Я пытаюсь вытолкнуть из головы картинку с кольцом. Тем сверкающим кольцом на полу. Это несложно сделать. Есть другие картинки, которые стремятся встать на ее место. Картинки с самолетами и рушащимися зданиями. Картинки с моей матерью. Раздавленной и неподвижной. Я не выталкиваю эти картинки. Я позволяю им терзать и отвлекать.
Я прикусываю нижнюю губу, наслаждаясь острой болью.
Я задаюсь вопросом: что потребуется, чтобы убедить его. Я не могу дышать. Я встаю с пола, сажусь на корточки и зарываюсь лицом в колени. И на этот раз мне хочется быть где угодно, только не здесь. Но так не бывает.
Я чувствую во рту медный привкус. Он недостаточно горький.
Я включаю душ до тех пор, пока в этом маленьком помещении не скапливается столько пара, что трудно дышать.
Я стою под водой слишком долго, но совершенно недостаточно. Когда вода становится холодной
1, и я вынуждена выключить ее, и слышу глухой стук у двери ванной. Я представляю, как он соскальзывает на пол. Я пытаюсь не представлять его лицо. Потому что это слишком.
Он не может быть моим. Я не могу удерживать его. Я говорю себе это снова и снова, блокируя бесконечные слова, которые говорятся через закрытую дверь.
До тех пор, пока грохот, с которым захлопывается входная дверь не остается единственным звуком, эхом отдающимся в моей голове. Но эхо должно медленно исчезать, а это не исчезает.

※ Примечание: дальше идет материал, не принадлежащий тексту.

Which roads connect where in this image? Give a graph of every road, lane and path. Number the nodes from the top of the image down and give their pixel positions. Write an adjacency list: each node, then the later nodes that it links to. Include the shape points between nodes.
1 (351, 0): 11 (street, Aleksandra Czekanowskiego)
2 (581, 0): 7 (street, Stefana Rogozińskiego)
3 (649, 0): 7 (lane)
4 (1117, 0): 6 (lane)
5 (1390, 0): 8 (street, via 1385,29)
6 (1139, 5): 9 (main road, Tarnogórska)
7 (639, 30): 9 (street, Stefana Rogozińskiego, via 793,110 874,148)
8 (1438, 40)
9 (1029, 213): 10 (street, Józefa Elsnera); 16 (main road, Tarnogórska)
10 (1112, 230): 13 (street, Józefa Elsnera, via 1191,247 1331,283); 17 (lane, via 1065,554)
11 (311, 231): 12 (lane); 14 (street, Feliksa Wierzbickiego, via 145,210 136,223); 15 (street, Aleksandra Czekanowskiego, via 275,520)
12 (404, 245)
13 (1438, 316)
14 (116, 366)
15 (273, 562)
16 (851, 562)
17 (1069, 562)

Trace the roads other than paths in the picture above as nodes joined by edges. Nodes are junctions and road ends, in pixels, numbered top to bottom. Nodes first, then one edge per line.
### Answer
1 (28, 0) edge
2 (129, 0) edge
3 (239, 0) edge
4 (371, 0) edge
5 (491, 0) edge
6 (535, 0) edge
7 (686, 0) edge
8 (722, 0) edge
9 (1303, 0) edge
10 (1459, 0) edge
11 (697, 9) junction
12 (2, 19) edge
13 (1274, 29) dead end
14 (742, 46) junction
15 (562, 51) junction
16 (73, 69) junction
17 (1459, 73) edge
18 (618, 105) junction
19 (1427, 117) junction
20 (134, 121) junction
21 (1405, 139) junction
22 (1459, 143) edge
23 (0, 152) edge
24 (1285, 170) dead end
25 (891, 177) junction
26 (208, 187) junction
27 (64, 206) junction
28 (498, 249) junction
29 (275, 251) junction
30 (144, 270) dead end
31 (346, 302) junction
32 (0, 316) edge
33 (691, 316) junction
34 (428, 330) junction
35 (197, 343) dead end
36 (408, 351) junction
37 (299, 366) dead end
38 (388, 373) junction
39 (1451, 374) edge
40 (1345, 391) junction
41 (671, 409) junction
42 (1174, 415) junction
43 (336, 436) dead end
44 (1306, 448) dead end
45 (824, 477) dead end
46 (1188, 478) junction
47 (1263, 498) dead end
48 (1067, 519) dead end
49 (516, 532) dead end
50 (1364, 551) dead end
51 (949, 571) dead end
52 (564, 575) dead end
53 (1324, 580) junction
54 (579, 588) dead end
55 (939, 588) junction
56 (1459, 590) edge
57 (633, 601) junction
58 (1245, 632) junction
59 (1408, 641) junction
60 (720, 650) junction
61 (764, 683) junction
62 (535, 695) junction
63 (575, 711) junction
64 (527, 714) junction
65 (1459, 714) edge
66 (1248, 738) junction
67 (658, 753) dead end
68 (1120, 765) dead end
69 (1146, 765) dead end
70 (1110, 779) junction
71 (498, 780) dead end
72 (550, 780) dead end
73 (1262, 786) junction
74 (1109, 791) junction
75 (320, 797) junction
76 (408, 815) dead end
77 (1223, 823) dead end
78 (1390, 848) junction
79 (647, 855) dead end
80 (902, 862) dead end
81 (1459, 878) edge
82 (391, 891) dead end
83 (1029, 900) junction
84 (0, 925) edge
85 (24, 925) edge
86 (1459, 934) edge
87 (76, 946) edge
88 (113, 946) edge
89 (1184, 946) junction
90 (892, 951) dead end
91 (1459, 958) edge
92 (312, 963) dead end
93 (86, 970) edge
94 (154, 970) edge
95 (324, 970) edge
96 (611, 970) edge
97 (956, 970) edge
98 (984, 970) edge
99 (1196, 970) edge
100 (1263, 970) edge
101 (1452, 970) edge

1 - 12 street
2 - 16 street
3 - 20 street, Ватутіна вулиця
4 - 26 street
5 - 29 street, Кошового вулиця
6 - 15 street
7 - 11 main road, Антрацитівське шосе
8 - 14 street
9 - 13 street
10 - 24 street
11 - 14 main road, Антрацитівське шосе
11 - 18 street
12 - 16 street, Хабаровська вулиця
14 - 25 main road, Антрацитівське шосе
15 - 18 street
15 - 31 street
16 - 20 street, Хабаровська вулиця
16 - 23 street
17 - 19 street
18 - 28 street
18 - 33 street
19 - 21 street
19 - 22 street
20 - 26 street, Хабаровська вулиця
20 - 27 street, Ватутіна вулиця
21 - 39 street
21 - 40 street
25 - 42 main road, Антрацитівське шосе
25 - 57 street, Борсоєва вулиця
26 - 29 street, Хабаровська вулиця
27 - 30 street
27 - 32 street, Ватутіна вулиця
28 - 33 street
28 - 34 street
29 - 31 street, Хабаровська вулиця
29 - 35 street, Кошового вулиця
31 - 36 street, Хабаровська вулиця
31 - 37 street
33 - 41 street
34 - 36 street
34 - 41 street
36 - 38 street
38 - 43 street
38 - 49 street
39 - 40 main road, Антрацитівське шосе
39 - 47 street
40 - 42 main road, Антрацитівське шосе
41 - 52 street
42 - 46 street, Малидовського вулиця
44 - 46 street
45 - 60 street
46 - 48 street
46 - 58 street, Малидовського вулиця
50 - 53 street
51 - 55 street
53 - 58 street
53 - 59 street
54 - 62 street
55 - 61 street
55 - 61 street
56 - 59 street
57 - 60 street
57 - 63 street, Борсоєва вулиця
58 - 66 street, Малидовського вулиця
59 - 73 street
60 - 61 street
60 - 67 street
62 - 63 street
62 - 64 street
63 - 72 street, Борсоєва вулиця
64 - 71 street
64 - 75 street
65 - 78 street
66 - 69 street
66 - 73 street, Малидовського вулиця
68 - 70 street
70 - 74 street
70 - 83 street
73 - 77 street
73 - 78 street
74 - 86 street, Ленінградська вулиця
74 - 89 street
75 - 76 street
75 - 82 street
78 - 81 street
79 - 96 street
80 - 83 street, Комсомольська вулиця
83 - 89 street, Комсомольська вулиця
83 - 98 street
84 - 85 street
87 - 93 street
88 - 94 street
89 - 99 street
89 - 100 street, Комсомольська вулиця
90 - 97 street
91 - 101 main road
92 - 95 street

Дверь ванной скрипит, когда я открываю ее. В квартире тихо и пусто.
На подушке записка. Лист из блокнота, на котором нацарапано несколько слов. Я не хочу их читать.
Я готовлю ужин. Как в любой другой вечер. Словно последних нескольких часов, последних двух дней не было. Словно сегодня не мой день рождения.
Я лежу в постели, темной и пустой, с листком из блокнота, зажатым в кулаке.
Белла,
Я не могу заставить тебя любить меня. Я больше не буду этого делать. Я желаю тебе понять, каково это – не хотеть ничего, кроме нас. Я желаю, чтобы было достаточно — быть благодарным за то, что ты в безопасности. Я желаю одновременно и не любить, и ненавидеть тебя. С днем рождения.
Эдвард Я лежу там, не способная почувствовать значение его слов. Окончательность. Потому что я не знаю, кто я без него.
За один день я потеряла двоих людей. У меня ничего нет. И это оцепенение.
Я включаю телевизор и быстро вспоминаю о том, что в мире есть трагедии и пострашнее. В этой стране. В этом городе.
Но все, что я вижу – это пустую квартиру. Которая опустела из-за меня.